業界を席巻するGoogle初期メンバー
有園:前編では、Googleの職場環境や評価制度、それから村上さんの“アダルト・スーパービジョン”という役割についてうかがいました。村上さんが参画したころの話を少しお聞きしたいのですが、1998年にラリーとサーゲイがGoogleを創業して、2001年にエリックがCEOに就任。で、エリックさんの面接を経て2003年に村上さんがジョインされたんですよね。
村上:ラリーとサーゲイが25歳で創業して、経営には誰かプロフェッショナルが必要だということで呼んだのが20歳近く上のエリックでした。で、営業をやっていたのが元ネットスケープ社にいたオミッド・コーデスタニ。今、Twitterの会長になっていますね。彼が来るまで、2人には“売上”という概念がなかった。
有園:初期のメンバーは他にも各所で組織を指揮していますよね。ティム・アームストロングはAOLの会長兼CEO、それからメリッサ・メイヤーは、事業の売却にともなって退任が明らかになっていますが、2012年にYahoo!のCEOになりました。
村上:彼女のリーダーシップはAppleのジョブズさんのように、ロジックじゃなくて感性だったね。UI/UXの最終決定権限をもっていて、これはもう議論して決めることじゃないから、彼女の感性で決まる。プリンセス・メリッサ、と我々は呼んでいました。

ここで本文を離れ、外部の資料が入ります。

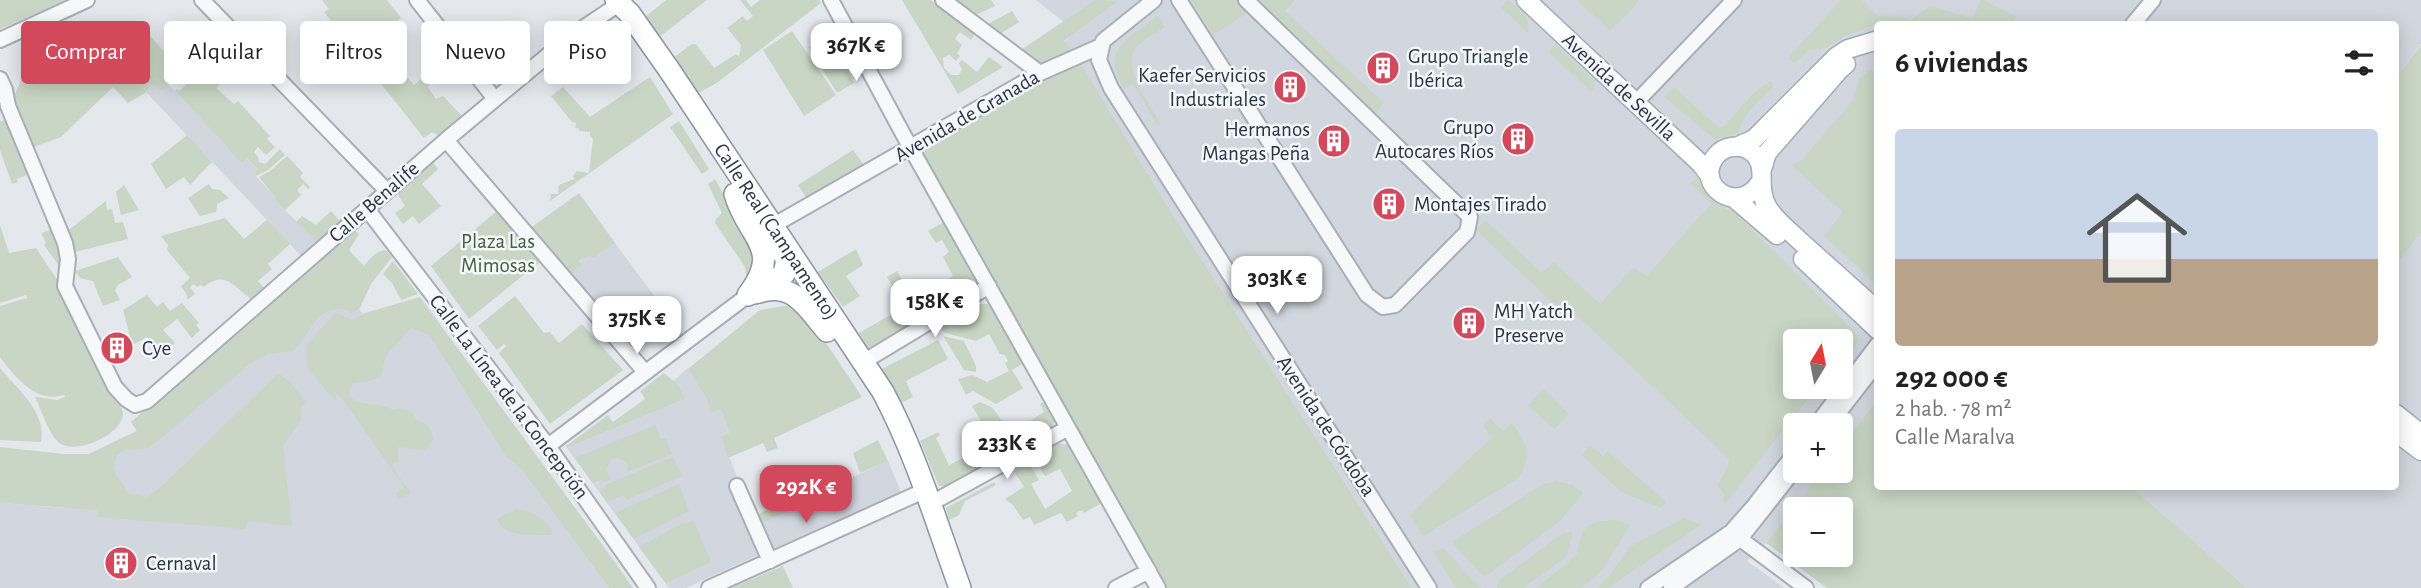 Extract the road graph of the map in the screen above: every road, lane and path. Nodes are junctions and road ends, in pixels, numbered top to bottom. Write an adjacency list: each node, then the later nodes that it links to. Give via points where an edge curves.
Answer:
1 (87, 0): 15 (street)
2 (202, 0): 29 (street)
3 (417, 0): 22 (street)
4 (831, 0): 25 (street)
5 (943, 0): 19 (street)
6 (1154, 0): 17 (street, Avenida de Granada, via 1106,37)
7 (1179, 0): 8 (street, via 1367,295 1383,307 1395,305 1467,232 1470,218)
8 (1246, 0)
9 (1526, 0): 27 (main road, Avenida de Sevilla)
10 (1543, 0): 21 (main road, Avenida de Sevilla)
11 (1734, 0): 21 (street)
12 (2153, 0): 14 (street)
13 (617, 2): 22 (street, Calle Benalife); 23 (highway, Calle Real (Campamento)); 30 (highway, Calle Real (Campamento))
14 (2136, 21)
15 (0, 40)
16 (1874, 41): 26 (main road, via 1836,57 1754,139)
17 (1101, 46): 19 (street, Avenida de Granada); 65 (street, Avenida de Córdoba, via 1100,64 1111,88)
18 (1874, 52): 28 (main road, via 1858,56 1840,69 1767,153)
19 (1040, 73): 25 (street, Avenida de Granada)
20 (0, 79): 32 (street, Calle Benalife, via 65,243 65,286 115,387 135,405 143,404)
21 (1643, 94): 26 (main road, Avenida de Sevilla, via 1693,142 1705,149)
22 (495, 99): 24 (street, Calle Benalife)
23 (690, 101): 33 (highway, Calle Real (Campamento)); 34 (highway, via 695,119 785,256)
24 (446, 139): 29 (street, Calle Benalife); 43 (street)
25 (912, 148): 33 (street, Avenida de Granada); 35 (street)
26 (1729, 148): 27 (main road, via 1712,161); 28 (main road, via 1756,156)
27 (1710, 176): 31 (main road, via 1721,194)
28 (1760, 177): 31 (main road, via 1749,195); 37 (main road, via 1767,207 1776,219)
29 (387, 191): 32 (street, Calle Benalife)
30 (736, 194): 34 (highway, Calle Real (Campamento)); 36 (highway, via 764,251 763,272)
31 (1735, 199): 38 (main road)
32 (368, 209): 50 (street, Calle La Línea de la Concepción)
33 (774, 225): 41 (highway, Calle Real (Campamento))
34 (786, 268): 36 (highway); 39 (highway, Calle Real (Campamento)); 41 (highway, via 795,271 851,355)
35 (989, 286): 41 (street); 47 (street)
36 (752, 292): 39 (highway, via 788,290); 43 (street)
37 (1874, 307)
38 (1874, 326)
39 (827, 331): 55 (highway, Calle Real (Campamento), via 877,408)
40 (1874, 349): 44 (street)
41 (863, 362): 55 (highway, Calle Real (Campamento), via 901,427)
42 (1874, 367): 45 (street)
43 (645, 372): 50 (street)
44 (1825, 413)
45 (1838, 413)
46 (2399, 416): 48 (main road)
47 (1068, 428): 55 (street); 58 (street)
48 (2421, 433)
49 (2399, 434): 51 (main road)
50 (548, 446): 59 (street, Calle La Línea de la Concepción)
51 (2421, 451)
52 (1783, 469): 56 (street)
53 (1783, 482): 56 (street)
54 (737, 486): 57 (street)
55 (923, 499): 57 (street); 61 (highway, Calle Real (Campamento)); 62 (highway, Calle Real (Campamento))
56 (1735, 535): 66 (street); 67 (street); 68 (street)
57 (770, 561): 60 (street)
58 (1149, 571): 63 (street); 64 (street)
59 (648, 588)
60 (709, 588)
61 (951, 588)
62 (960, 588)
63 (1116, 588)
64 (1158, 588)
65 (1429, 588)
66 (1648, 588)
67 (1671, 588)
68 (1806, 588)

今、引き続き米国Yahoo!は苦労しているけど、あのときはビジネスがおかしかったのではなくプロダクトの新規性を出せずにいたから、彼女を引っ張ったのは決して悪くなかったと思います。
神は世界を4つに分けた
村上:それから、僕が「次のCEOかも」と思っていたとんでもなく優秀だったのが、直近でほんの2年ほどソフトバンク副社長だったニケーシュ・アローラ。政治力もあり頭もよくて、彼がEMEA(イーミア:Europe, Middle East & Africaの略)、南北アメリカをティム、ありがたいことにジャパンがノリオ・ムラカミ、残りのThe rest of the Worldをもう一人女性、の4人で世界の広告事業を管轄していた。それを仕切っていたのがオミッドですね。
有園:……スケールが大きすぎて、なんだか“神は世界を4つに分けた”みたいな感じですね。世界の残り全部、っていう言い方もインパクトがあります。
村上:そうね(笑)。2008年末に私も病気で第一線を退き日本法人の名誉会長に就任、オミッドが辞めて、営業トップにニケーシュが就いたらインターナショナルがばらけ始めてしまった。
そうこうしているうちに2011年にエリックが会長になってラリーがCEOに復帰し、ニケーシュのCEOの可能性はほぼ無くなった。だから、米国Yahoo!は、ニケーシュを選択しても良かったんだけど、メリッサを選んだ。前にも言ったように、抱えてた問題は、ビジネスというより、プロダクトの新規性だったから。
有園:あ、そういうこと(笑)。
村上:時期的には戻るけど、 IPO時の目論見書もね、前代未聞でしたね。「僕ら株主のことなんて考えてないよ? それでもいいなら買ったら?」みたいな。でも、当時30ドルで買った人は、今1,000ドルですからね。
で、今でも結局ラリーとサーゲイ、エリックが圧倒的な議決権をもっているので、ガバナンス的には何でも3人で決めればいいんですが、まあ透明性も必要だということで2015年に持株会社のアルファベットができました。アルファベットの傘の下にGoogle、ディープマインド、X——次世代技術を開発していたGoogle Xね、そんな各社があるわけです。